第11話:ぶらりアース巡り

 アスガルド王立学園の制服は騎士科、魔法科、貴族科の三つに分かれている。魔法科であれば古式ゆかしいローブ仕立て、貴族科は最新のトレンドを押さえた洒落た造りであり数年ごとにコロコロ変わる。そして騎士科は――

「何か、キリっとしてますね」

「ふふふ、騎士科の制服は我が学園の自慢じゃからのぉ。一流のテーラーが仕立てる制服、ミリ単位で採寸されたそれは全て一点もの。吊るしなど紳士的ではない。騎士たるもの、シルエットも格好良くなければの」

 熱い紳士押し。実際にこだわっているのだろう。クルスが見たこともない数の布が陳列し、その一つ一つに目を剥くほどの値札がつけられている。

 ちなみにリンザール家の年収に近い布もあった。まあド田舎の貧農ゆえあまり意味のない比較であろうが。どちらにせよ、信じ難い。

 たかが布なのに、喉元まで出かかったそれを飲み込むクルス。

 たぶん、熱く制服や背広を語るウルの様子だと、それを発言したが最後戦争が巻き起こることはクルスにも理解できていたのだ。

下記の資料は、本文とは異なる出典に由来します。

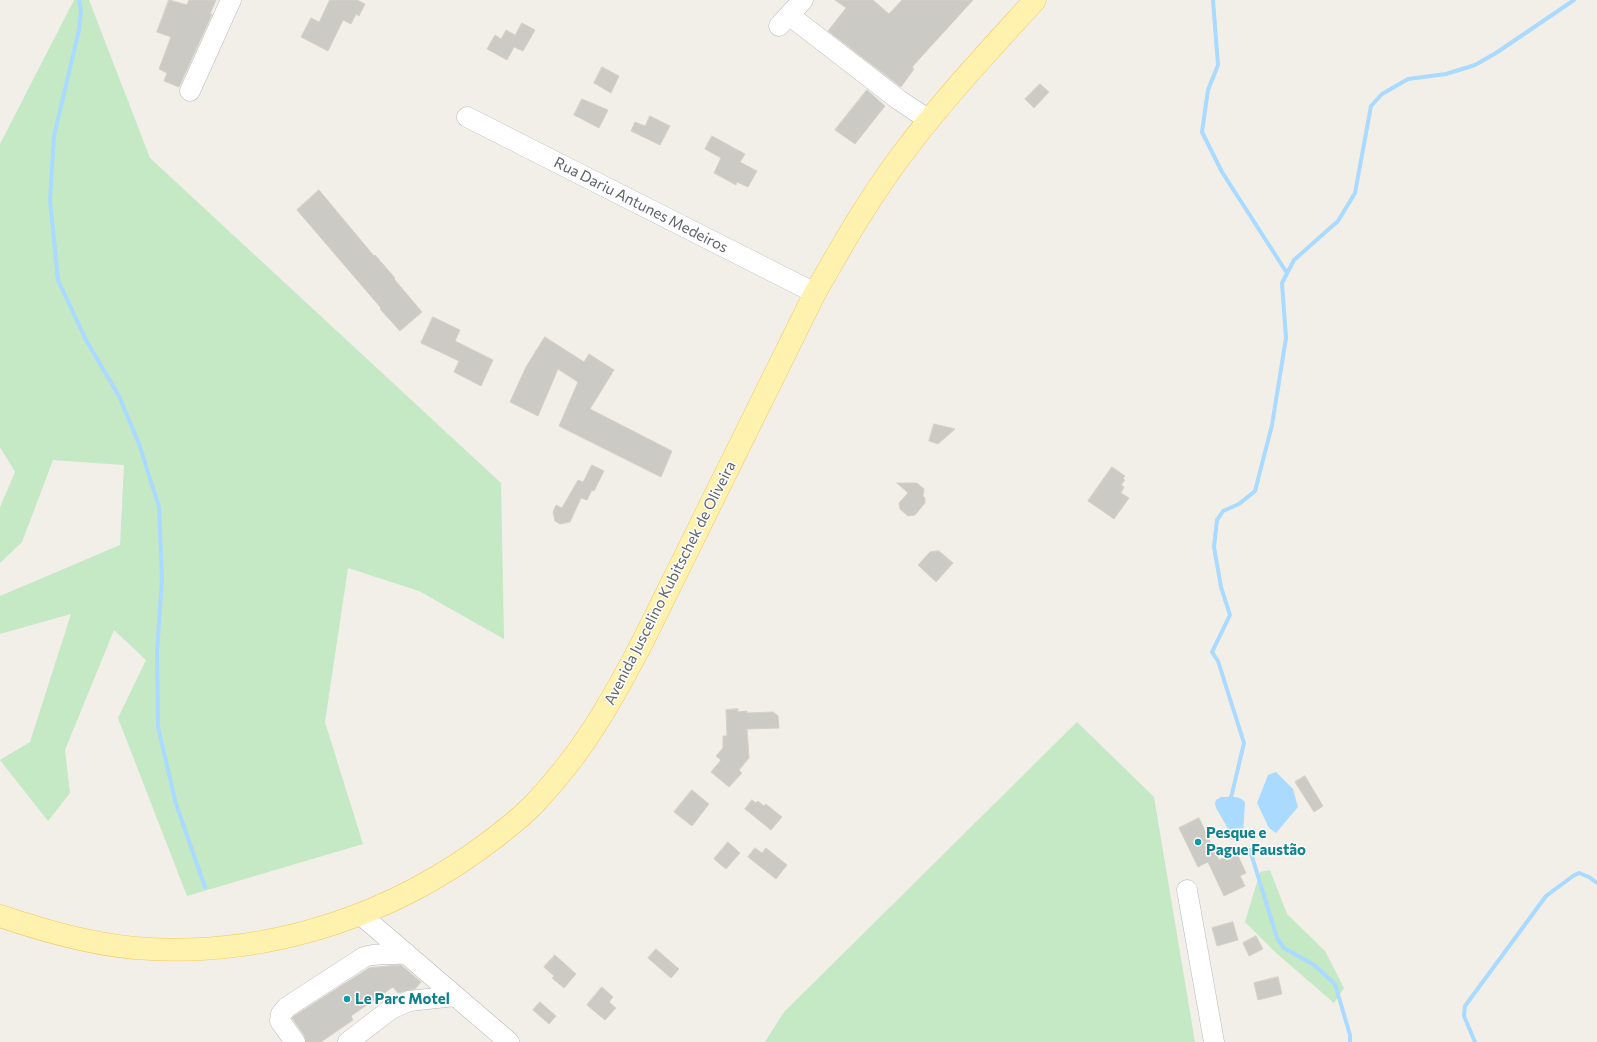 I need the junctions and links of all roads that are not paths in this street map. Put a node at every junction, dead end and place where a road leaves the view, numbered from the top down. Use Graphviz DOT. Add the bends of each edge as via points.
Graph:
graph roads {
  1 [pos="231,0"];
  2 [pos="802,0"];
  3 [pos="1035,0"];
  4 [pos="190,91"];
  5 [pos="467,117"];
  6 [pos="929,120"];
  7 [pos="815,293"];
  8 [pos="1187,890"];
  9 [pos="361,915"];
  10 [pos="0,916"];
  11 [pos="406,953"];
  12 [pos="455,996"];
  13 [pos="295,1042"];
  14 [pos="348,1042"];
  15 [pos="509,1042"];
  16 [pos="1214,1042"];
  1 -- 4 [label="street"];
  2 -- 6 [label="street" via="784,20"];
  3 -- 6 [label="main road, Avenida Juscelino Kubitschek de Oliveira"];
  5 -- 7 [label="street, Rua Dariu Antunes Medeiros"];
  6 -- 7 [label="main road, Avenida Juscelino Kubitschek de Oliveira" via="876,192"];
  7 -- 9 [label="main road, Avenida Juscelino Kubitschek de Oliveira" via="641,645 591,733 534,803 494,839 414,891"];
  8 -- 16 [label="street"];
  9 -- 10 [label="main road, Avenida Juscelino Kubitschek de Oliveira" via="275,939 227,946 178,949 134,948 88,941 44,931"];
  9 -- 11 [label="street"];
  11 -- 12 [label="street"];
  11 -- 13 [label="street" via="391,956 373,954 364,957 287,1007 280,1020"];
  12 -- 14 [label="street" via="409,1001 391,1009"];
  12 -- 15 [label="street"];
} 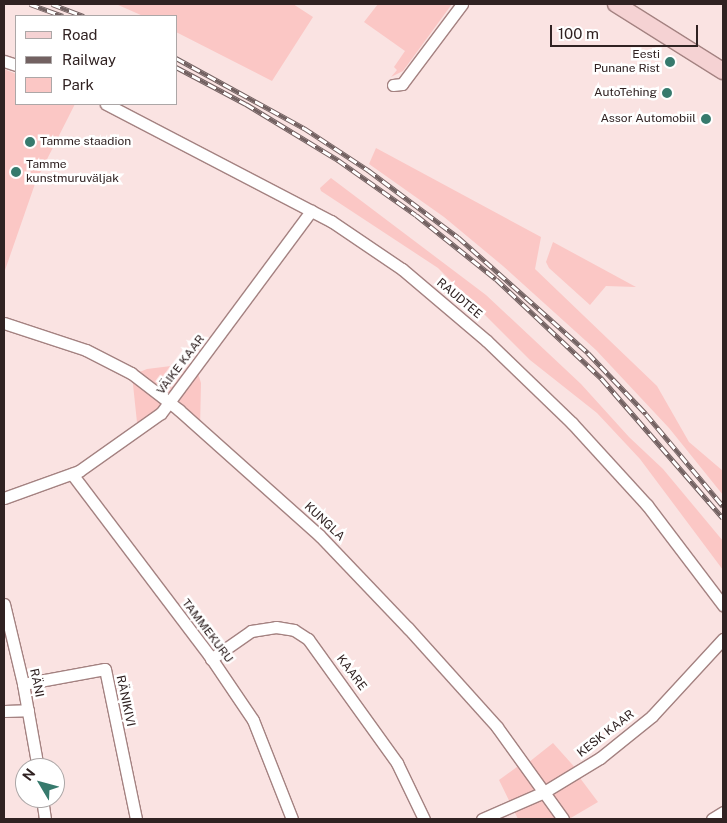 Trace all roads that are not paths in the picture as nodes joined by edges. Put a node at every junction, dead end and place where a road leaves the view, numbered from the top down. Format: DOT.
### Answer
graph roads {
  1 [pos="462,4"];
  2 [pos="616,4"];
  3 [pos="723,71"];
  4 [pos="393,85"];
  5 [pos="108,105"];
  6 [pos="311,211"];
  7 [pos="4,323"];
  8 [pos="170,403"];
  9 [pos="72,474"];
  10 [pos="4,498"];
  11 [pos="4,604"];
  12 [pos="723,604"];
  13 [pos="723,639"];
  14 [pos="212,659"];
  15 [pos="23,684"];
  16 [pos="28,710"];
  17 [pos="4,711"];
  18 [pos="36,758"];
  19 [pos="544,792"];
  20 [pos="723,812"];
  21 [pos="136,819"];
  22 [pos="292,819"];
  23 [pos="424,819"];
  24 [pos="482,819"];
  25 [pos="562,819"];
  26 [pos="712,819"];
  1 -- 4 [label="street"];
  2 -- 3 [label="main road"];
  5 -- 6 [label="street, RAUDTEE"];
  6 -- 8 [label="street, VÄIKE KAAR"];
  6 -- 12 [label="street, RAUDTEE"];
  7 -- 8 [label="street, KUNGLA"];
  8 -- 9 [label="street, VÄIKE KAAR"];
  8 -- 19 [label="street, KUNGLA"];
  9 -- 10 [label="street, VÄIKE KAAR"];
  9 -- 14 [label="street, TAMMEKURU"];
  11 -- 15 [label="street, RÄNI"];
  13 -- 19 [label="street, KESK KAAR"];
  14 -- 22 [label="street, TAMMEKURU"];
  14 -- 23 [label="street, KAARE"];
  15 -- 16 [label="street, RÄNI"];
  15 -- 21 [label="street, RÄNIKIVI"];
  16 -- 17 [label="street"];
  16 -- 18 [label="street, RÄNI"];
  19 -- 24 [label="street, KESK KAAR"];
  19 -- 25 [label="street, KUNGLA"];
  20 -- 26 [label="street"];
}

「なで肩、細身、ふむ、一見貧相ですが……柔軟性はある。怪我はしにくい体質かもしれませんな。努力できる才能は、あるかと」

「ふむ、怪我せんのが一番。ここの目利きならば間違いあるまい。たくさん努力が出来るのぉ、クルス君や」

「あくまで参考までに。ウル学園長に御贔屓頂いているだけの時代遅れのテーラーですので。評価いただけるのは喜ばしいことではありますが」

「謙遜じゃよ。ここは良い布を仕入れ、仕立てておる。魔力伝導しやすい糸で特殊な織り方をすると、魔力を通すことで耐久性が増す布となるのだ。質の良いそれを仕入れるのもまた一流のテーラーの条件、その特性を殺さずに服に落とし込むもまた同義よ。一流は一流を知る。シルエット、着心地、機能性、全てが一流。着ればわかる」

「な、なるほど」

 これっぽっちも分かっていないクルス。

「普通の学校だと実技と座学で服装を変えるけど、アスガルドはそれ一着で充分事足りる。わしも騎士になる際、礼服なども仕立ててもらったものじゃ。先々代の話じゃけど……若かったのぉ」

 ウル、ゴリ押しのテーラー。店主は恐縮しているが、その手は淀みなく細かくクルスの情報を測っていた。その流れるような動きは確かに技を感じさせる。

「着心地抜群」

 イールファスもお気に入り。そう言えば彼、ずっと制服である。

「あとはそうですな、魔力を通すと簡単な汚れが飛ぶので洗濯が少なくていい、くらいですかね。よく助かると言われますよ」

 クルス、目を剥く。すげえ服屋さんだ、と今更理解する。

 洗濯が少なくて済む、これ以上の利点があろうか、いやない。

 そんなこんなで採寸を終え、一行は本屋に向かう。

「本が、見果てぬほど並んでいる!?」

「クルス、反応が面白い」

「わしはあまり好きな空間ではないのぉ。何か勉強しろと言われておるようでな」

「…………」

 これで学園長なのだから、もしかしたら進路選びを間違えたかもしれない、とクルスはこっそり思っていた。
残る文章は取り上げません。